Supplied records
· · ·
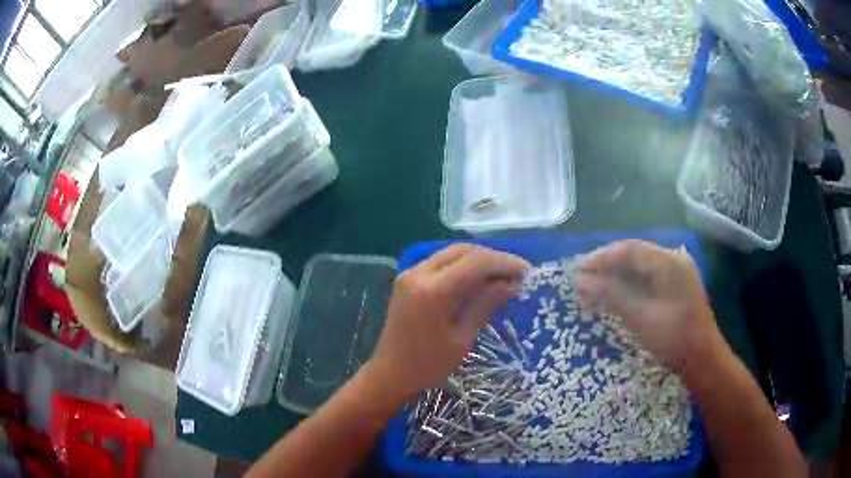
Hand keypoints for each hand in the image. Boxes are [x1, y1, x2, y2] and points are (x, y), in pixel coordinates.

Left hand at [366, 244, 529, 401]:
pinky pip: (441, 262)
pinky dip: (462, 266)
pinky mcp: (408, 279)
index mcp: (433, 291)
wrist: (389, 373)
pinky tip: (478, 279)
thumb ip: (485, 305)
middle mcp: (419, 273)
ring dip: (478, 260)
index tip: (527, 271)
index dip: (504, 263)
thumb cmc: (428, 365)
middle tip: (516, 273)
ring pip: (452, 253)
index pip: (476, 262)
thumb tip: (511, 284)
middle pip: (463, 251)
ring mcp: (410, 273)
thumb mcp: (462, 338)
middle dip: (493, 258)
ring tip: (501, 276)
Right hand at [577, 240, 723, 371]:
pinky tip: (617, 293)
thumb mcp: (641, 317)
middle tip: (584, 278)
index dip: (602, 257)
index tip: (579, 270)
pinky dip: (630, 282)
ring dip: (617, 274)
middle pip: (635, 253)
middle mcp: (674, 259)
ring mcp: (677, 271)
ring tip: (595, 286)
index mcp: (669, 262)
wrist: (702, 357)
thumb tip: (580, 281)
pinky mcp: (676, 284)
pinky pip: (648, 275)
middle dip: (608, 265)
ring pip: (641, 265)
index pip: (629, 249)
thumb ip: (612, 295)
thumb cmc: (674, 337)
· · ·
Assigned task
Without the pictures, transcribe the listing above exactly.

Your solution
Hand keypoints for each hand in the image. Boxes are [x1, y1, x2, y2] and points are (x, y), in pixel coordinates.

Left hand at [366, 244, 529, 401]:
pinky pip: (441, 262)
pinky dip: (462, 266)
pinky mcp: (408, 279)
index mcp: (433, 291)
wrist: (389, 373)
pinky tip: (478, 279)
thumb ip: (485, 305)
middle mcp: (419, 273)
ring dip: (478, 260)
index tip: (527, 271)
index dip: (504, 263)
thumb cmc: (428, 365)
middle tip: (516, 273)
ring pip: (452, 253)
index pip: (476, 262)
thumb tip: (511, 284)
middle pip: (463, 251)
ring mcp: (410, 273)
thumb mcp: (462, 338)
middle dip: (493, 258)
ring tip: (501, 276)
Right hand at [577, 240, 723, 371]:
pinky tip: (617, 293)
thumb mcp: (641, 317)
middle tip: (584, 278)
index dip: (602, 257)
index tip: (579, 270)
pinky dip: (630, 282)
ring dip: (617, 274)
middle pip: (635, 253)
middle mcp: (674, 259)
ring mcp: (677, 271)
ring tip: (595, 286)
index mcp: (669, 262)
wrist: (702, 357)
thumb tip: (580, 281)
pinky mcp: (676, 284)
pinky pip: (648, 275)
middle dip: (608, 265)
ring pip: (641, 265)
index pip: (629, 249)
thumb ip: (612, 295)
thumb cmc: (674, 337)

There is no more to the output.